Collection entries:
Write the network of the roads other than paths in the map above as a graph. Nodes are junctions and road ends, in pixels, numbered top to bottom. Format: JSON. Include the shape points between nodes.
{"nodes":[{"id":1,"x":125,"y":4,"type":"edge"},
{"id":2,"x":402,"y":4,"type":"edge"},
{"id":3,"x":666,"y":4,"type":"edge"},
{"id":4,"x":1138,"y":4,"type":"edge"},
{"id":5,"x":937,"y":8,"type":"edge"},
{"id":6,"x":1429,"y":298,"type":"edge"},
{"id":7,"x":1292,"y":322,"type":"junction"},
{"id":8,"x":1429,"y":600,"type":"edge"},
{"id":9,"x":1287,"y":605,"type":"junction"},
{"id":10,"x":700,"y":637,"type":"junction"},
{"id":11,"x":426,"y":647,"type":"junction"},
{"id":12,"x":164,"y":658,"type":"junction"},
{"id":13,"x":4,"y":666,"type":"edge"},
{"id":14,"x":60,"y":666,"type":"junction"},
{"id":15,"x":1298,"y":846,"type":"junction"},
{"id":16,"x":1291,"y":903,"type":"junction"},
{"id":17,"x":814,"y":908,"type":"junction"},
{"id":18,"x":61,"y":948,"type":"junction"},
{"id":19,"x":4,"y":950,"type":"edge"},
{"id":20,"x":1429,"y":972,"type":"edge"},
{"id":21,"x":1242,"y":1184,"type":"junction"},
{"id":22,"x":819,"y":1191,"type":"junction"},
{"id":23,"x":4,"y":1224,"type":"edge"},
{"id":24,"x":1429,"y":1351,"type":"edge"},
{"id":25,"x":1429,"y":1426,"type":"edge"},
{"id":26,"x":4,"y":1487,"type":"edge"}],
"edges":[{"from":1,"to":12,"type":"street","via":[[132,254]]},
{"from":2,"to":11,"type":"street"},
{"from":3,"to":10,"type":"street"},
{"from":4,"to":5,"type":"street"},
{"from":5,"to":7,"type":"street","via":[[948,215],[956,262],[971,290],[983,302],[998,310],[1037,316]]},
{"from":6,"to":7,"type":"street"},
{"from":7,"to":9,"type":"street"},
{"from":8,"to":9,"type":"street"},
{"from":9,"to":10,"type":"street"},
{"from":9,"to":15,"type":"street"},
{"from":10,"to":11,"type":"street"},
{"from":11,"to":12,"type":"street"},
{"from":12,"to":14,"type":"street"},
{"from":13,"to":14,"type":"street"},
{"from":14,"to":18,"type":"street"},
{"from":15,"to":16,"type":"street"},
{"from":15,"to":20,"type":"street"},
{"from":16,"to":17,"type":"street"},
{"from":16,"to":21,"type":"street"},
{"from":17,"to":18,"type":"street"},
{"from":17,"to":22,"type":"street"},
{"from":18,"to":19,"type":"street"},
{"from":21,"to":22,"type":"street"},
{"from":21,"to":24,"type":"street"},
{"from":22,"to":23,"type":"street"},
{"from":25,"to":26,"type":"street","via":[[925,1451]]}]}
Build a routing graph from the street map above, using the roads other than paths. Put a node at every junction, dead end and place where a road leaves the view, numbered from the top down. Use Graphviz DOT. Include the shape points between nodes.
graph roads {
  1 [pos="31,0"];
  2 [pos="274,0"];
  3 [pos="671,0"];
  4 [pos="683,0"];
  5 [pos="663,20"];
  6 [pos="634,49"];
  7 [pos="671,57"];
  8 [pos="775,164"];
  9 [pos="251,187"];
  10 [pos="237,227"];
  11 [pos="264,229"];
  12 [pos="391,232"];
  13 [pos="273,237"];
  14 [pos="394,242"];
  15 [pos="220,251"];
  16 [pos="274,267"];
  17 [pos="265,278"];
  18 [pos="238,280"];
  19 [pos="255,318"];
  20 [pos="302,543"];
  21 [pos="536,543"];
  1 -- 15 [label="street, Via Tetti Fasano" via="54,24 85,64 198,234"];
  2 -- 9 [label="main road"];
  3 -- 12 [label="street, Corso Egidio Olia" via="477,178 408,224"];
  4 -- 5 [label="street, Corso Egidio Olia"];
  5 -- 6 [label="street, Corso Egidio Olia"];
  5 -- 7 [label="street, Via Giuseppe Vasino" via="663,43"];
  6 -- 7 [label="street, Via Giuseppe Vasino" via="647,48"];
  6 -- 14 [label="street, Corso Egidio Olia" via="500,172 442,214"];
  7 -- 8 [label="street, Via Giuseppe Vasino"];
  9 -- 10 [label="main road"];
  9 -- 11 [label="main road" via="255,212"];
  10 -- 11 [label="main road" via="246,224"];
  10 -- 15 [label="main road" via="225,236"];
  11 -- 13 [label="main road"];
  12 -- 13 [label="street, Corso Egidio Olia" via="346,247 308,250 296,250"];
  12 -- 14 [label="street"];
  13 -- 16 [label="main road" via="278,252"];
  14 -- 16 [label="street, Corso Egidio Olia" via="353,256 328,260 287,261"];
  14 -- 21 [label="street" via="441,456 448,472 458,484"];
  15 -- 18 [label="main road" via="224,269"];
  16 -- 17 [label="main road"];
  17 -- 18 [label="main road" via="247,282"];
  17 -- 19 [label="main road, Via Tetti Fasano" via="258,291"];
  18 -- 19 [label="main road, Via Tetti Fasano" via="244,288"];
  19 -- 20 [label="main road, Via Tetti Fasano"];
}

• _Assignment_: On how many lines of the data does "Include" appear? Give only that number.

• _Task answer_: 2